TO DO :: Any picture in the records below stays out; return everything else exactly.

DATA SECTION ::
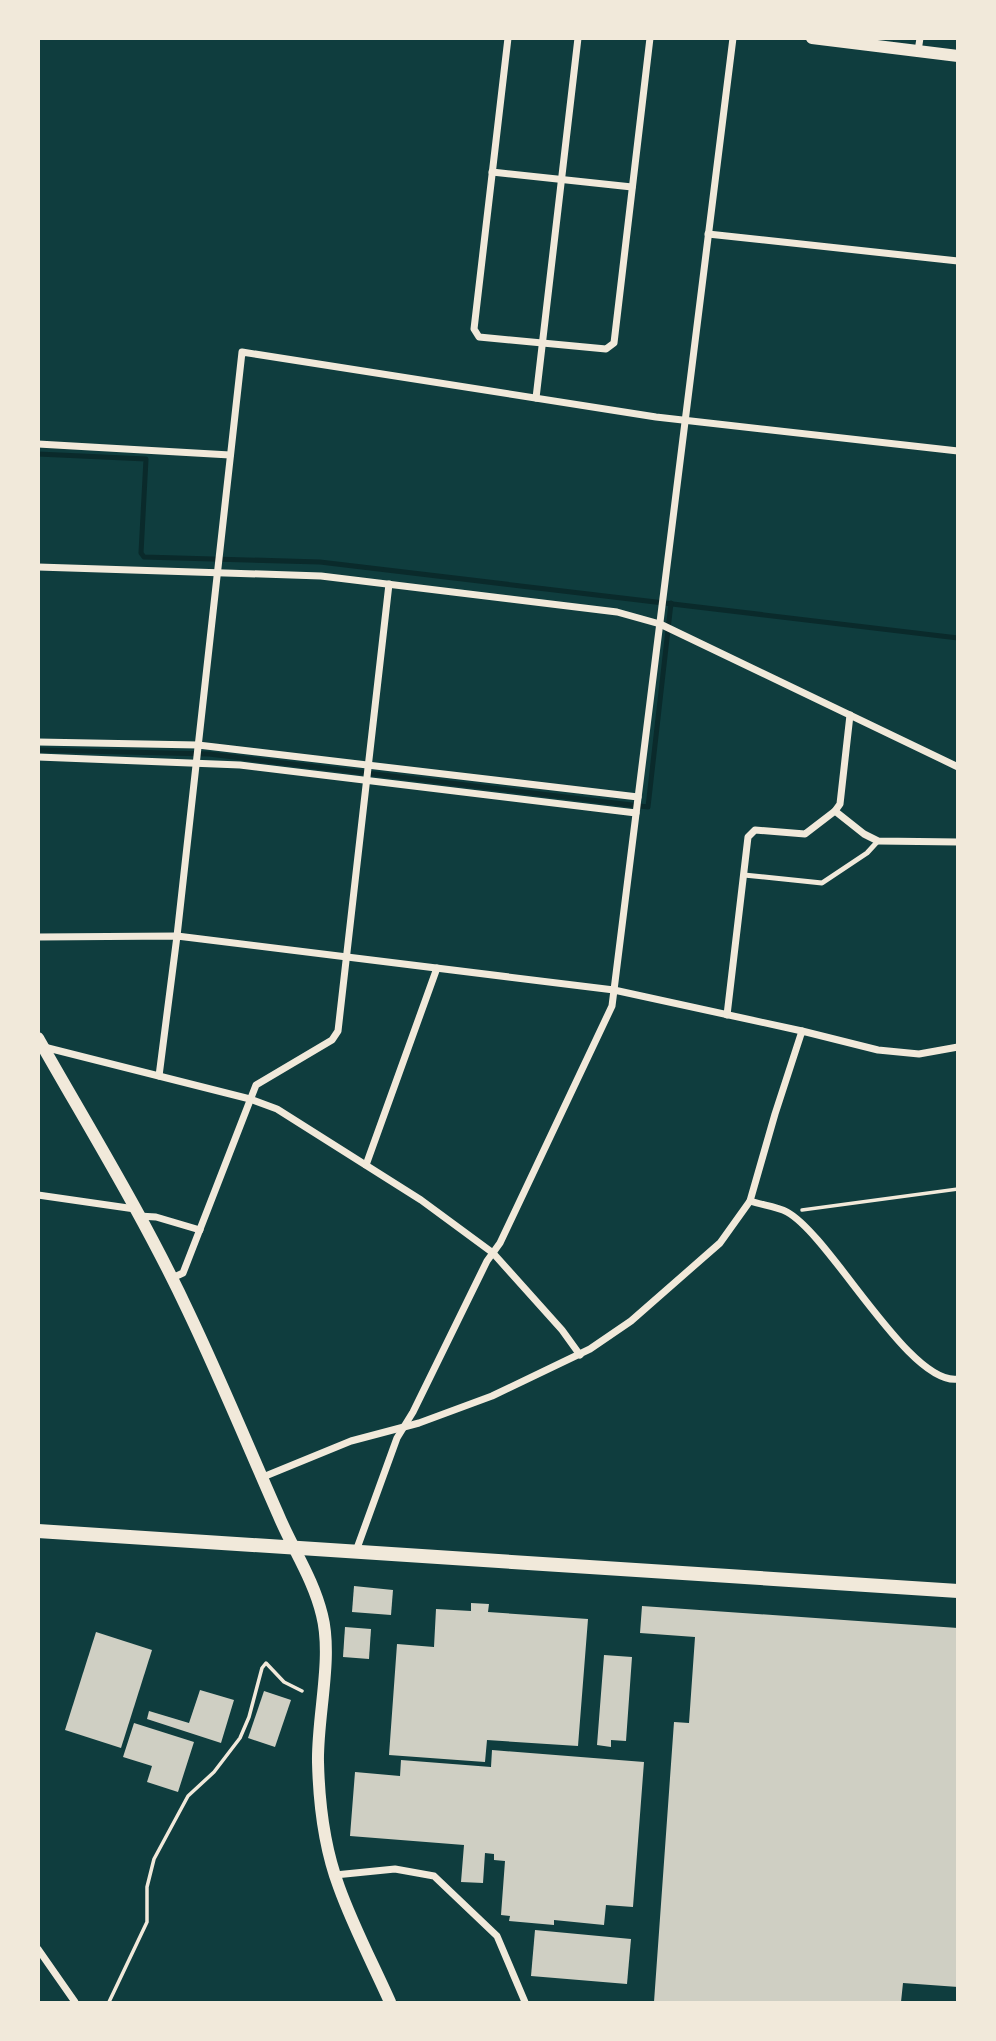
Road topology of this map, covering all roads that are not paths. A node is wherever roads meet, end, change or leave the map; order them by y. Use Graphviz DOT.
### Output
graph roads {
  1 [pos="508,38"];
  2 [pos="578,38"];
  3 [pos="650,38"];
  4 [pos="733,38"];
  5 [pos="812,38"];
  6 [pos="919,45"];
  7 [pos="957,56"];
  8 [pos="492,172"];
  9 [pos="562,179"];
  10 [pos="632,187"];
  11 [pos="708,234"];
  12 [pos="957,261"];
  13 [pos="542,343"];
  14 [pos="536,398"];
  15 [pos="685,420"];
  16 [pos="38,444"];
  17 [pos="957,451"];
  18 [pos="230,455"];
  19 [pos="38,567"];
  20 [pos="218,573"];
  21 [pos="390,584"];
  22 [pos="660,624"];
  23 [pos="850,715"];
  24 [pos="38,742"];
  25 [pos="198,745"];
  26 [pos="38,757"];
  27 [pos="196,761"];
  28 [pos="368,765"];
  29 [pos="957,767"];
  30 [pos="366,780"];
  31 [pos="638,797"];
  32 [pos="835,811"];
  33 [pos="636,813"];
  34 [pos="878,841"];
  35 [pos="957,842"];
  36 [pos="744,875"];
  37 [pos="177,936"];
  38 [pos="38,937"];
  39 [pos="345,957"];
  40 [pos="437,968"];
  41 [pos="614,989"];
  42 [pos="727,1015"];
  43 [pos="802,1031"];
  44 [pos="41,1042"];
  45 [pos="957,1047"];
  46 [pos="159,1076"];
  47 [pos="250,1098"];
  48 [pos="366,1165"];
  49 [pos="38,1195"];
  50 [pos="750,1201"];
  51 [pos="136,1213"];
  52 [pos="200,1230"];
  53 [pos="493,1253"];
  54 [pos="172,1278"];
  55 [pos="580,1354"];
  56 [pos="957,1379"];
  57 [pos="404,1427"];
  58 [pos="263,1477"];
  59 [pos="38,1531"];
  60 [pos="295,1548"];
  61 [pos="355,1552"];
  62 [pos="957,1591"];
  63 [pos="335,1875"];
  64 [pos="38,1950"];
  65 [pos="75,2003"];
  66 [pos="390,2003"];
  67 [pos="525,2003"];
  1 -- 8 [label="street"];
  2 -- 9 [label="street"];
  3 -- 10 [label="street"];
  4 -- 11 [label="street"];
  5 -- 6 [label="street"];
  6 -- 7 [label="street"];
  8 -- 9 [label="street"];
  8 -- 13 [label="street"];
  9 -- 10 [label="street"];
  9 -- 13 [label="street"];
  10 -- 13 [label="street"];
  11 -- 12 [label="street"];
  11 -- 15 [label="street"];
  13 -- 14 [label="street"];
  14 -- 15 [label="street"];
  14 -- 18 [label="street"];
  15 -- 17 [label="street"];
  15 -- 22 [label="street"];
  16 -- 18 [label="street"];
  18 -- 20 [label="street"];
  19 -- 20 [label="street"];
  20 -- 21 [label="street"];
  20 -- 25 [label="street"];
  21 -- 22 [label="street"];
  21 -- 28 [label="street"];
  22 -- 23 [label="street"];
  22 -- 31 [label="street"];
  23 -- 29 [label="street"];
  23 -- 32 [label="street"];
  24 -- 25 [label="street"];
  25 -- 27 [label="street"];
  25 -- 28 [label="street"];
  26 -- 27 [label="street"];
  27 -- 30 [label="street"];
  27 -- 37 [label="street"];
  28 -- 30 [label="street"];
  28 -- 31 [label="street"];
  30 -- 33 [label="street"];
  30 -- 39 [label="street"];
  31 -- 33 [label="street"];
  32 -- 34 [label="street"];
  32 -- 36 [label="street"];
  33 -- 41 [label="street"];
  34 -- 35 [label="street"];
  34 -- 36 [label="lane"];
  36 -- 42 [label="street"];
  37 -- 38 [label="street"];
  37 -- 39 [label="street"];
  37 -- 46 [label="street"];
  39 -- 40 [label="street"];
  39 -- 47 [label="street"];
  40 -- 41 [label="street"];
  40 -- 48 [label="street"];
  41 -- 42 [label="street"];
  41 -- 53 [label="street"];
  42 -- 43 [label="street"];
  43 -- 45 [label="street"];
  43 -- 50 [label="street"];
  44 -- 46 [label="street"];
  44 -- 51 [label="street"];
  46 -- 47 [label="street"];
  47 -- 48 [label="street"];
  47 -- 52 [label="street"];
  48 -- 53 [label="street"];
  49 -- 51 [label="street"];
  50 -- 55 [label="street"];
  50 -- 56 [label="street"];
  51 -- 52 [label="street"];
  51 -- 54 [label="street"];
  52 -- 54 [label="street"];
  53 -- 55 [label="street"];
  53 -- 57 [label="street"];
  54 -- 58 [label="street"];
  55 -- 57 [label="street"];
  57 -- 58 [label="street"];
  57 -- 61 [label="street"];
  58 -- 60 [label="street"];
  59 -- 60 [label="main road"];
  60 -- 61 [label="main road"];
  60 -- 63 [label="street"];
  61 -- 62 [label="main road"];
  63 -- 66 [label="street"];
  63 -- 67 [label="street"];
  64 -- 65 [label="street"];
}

ANSWER TO THIS EXERCISE ::
Road topology of this map, covering all roads that are not paths. A node is wherever roads meet, end, change or leave the map; order them by y. Use Graphviz DOT.
### Output
graph roads {
  1 [pos="508,38"];
  2 [pos="578,38"];
  3 [pos="650,38"];
  4 [pos="733,38"];
  5 [pos="812,38"];
  6 [pos="919,45"];
  7 [pos="957,56"];
  8 [pos="492,172"];
  9 [pos="562,179"];
  10 [pos="632,187"];
  11 [pos="708,234"];
  12 [pos="957,261"];
  13 [pos="542,343"];
  14 [pos="536,398"];
  15 [pos="685,420"];
  16 [pos="38,444"];
  17 [pos="957,451"];
  18 [pos="230,455"];
  19 [pos="38,567"];
  20 [pos="218,573"];
  21 [pos="390,584"];
  22 [pos="660,624"];
  23 [pos="850,715"];
  24 [pos="38,742"];
  25 [pos="198,745"];
  26 [pos="38,757"];
  27 [pos="196,761"];
  28 [pos="368,765"];
  29 [pos="957,767"];
  30 [pos="366,780"];
  31 [pos="638,797"];
  32 [pos="835,811"];
  33 [pos="636,813"];
  34 [pos="878,841"];
  35 [pos="957,842"];
  36 [pos="744,875"];
  37 [pos="177,936"];
  38 [pos="38,937"];
  39 [pos="345,957"];
  40 [pos="437,968"];
  41 [pos="614,989"];
  42 [pos="727,1015"];
  43 [pos="802,1031"];
  44 [pos="41,1042"];
  45 [pos="957,1047"];
  46 [pos="159,1076"];
  47 [pos="250,1098"];
  48 [pos="366,1165"];
  49 [pos="38,1195"];
  50 [pos="750,1201"];
  51 [pos="136,1213"];
  52 [pos="200,1230"];
  53 [pos="493,1253"];
  54 [pos="172,1278"];
  55 [pos="580,1354"];
  56 [pos="957,1379"];
  57 [pos="404,1427"];
  58 [pos="263,1477"];
  59 [pos="38,1531"];
  60 [pos="295,1548"];
  61 [pos="355,1552"];
  62 [pos="957,1591"];
  63 [pos="335,1875"];
  64 [pos="38,1950"];
  65 [pos="75,2003"];
  66 [pos="390,2003"];
  67 [pos="525,2003"];
  1 -- 8 [label="street"];
  2 -- 9 [label="street"];
  3 -- 10 [label="street"];
  4 -- 11 [label="street"];
  5 -- 6 [label="street"];
  6 -- 7 [label="street"];
  8 -- 9 [label="street"];
  8 -- 13 [label="street"];
  9 -- 10 [label="street"];
  9 -- 13 [label="street"];
  10 -- 13 [label="street"];
  11 -- 12 [label="street"];
  11 -- 15 [label="street"];
  13 -- 14 [label="street"];
  14 -- 15 [label="street"];
  14 -- 18 [label="street"];
  15 -- 17 [label="street"];
  15 -- 22 [label="street"];
  16 -- 18 [label="street"];
  18 -- 20 [label="street"];
  19 -- 20 [label="street"];
  20 -- 21 [label="street"];
  20 -- 25 [label="street"];
  21 -- 22 [label="street"];
  21 -- 28 [label="street"];
  22 -- 23 [label="street"];
  22 -- 31 [label="street"];
  23 -- 29 [label="street"];
  23 -- 32 [label="street"];
  24 -- 25 [label="street"];
  25 -- 27 [label="street"];
  25 -- 28 [label="street"];
  26 -- 27 [label="street"];
  27 -- 30 [label="street"];
  27 -- 37 [label="street"];
  28 -- 30 [label="street"];
  28 -- 31 [label="street"];
  30 -- 33 [label="street"];
  30 -- 39 [label="street"];
  31 -- 33 [label="street"];
  32 -- 34 [label="street"];
  32 -- 36 [label="street"];
  33 -- 41 [label="street"];
  34 -- 35 [label="street"];
  34 -- 36 [label="lane"];
  36 -- 42 [label="street"];
  37 -- 38 [label="street"];
  37 -- 39 [label="street"];
  37 -- 46 [label="street"];
  39 -- 40 [label="street"];
  39 -- 47 [label="street"];
  40 -- 41 [label="street"];
  40 -- 48 [label="street"];
  41 -- 42 [label="street"];
  41 -- 53 [label="street"];
  42 -- 43 [label="street"];
  43 -- 45 [label="street"];
  43 -- 50 [label="street"];
  44 -- 46 [label="street"];
  44 -- 51 [label="street"];
  46 -- 47 [label="street"];
  47 -- 48 [label="street"];
  47 -- 52 [label="street"];
  48 -- 53 [label="street"];
  49 -- 51 [label="street"];
  50 -- 55 [label="street"];
  50 -- 56 [label="street"];
  51 -- 52 [label="street"];
  51 -- 54 [label="street"];
  52 -- 54 [label="street"];
  53 -- 55 [label="street"];
  53 -- 57 [label="street"];
  54 -- 58 [label="street"];
  55 -- 57 [label="street"];
  57 -- 58 [label="street"];
  57 -- 61 [label="street"];
  58 -- 60 [label="street"];
  59 -- 60 [label="main road"];
  60 -- 61 [label="main road"];
  60 -- 63 [label="street"];
  61 -- 62 [label="main road"];
  63 -- 66 [label="street"];
  63 -- 67 [label="street"];
  64 -- 65 [label="street"];
}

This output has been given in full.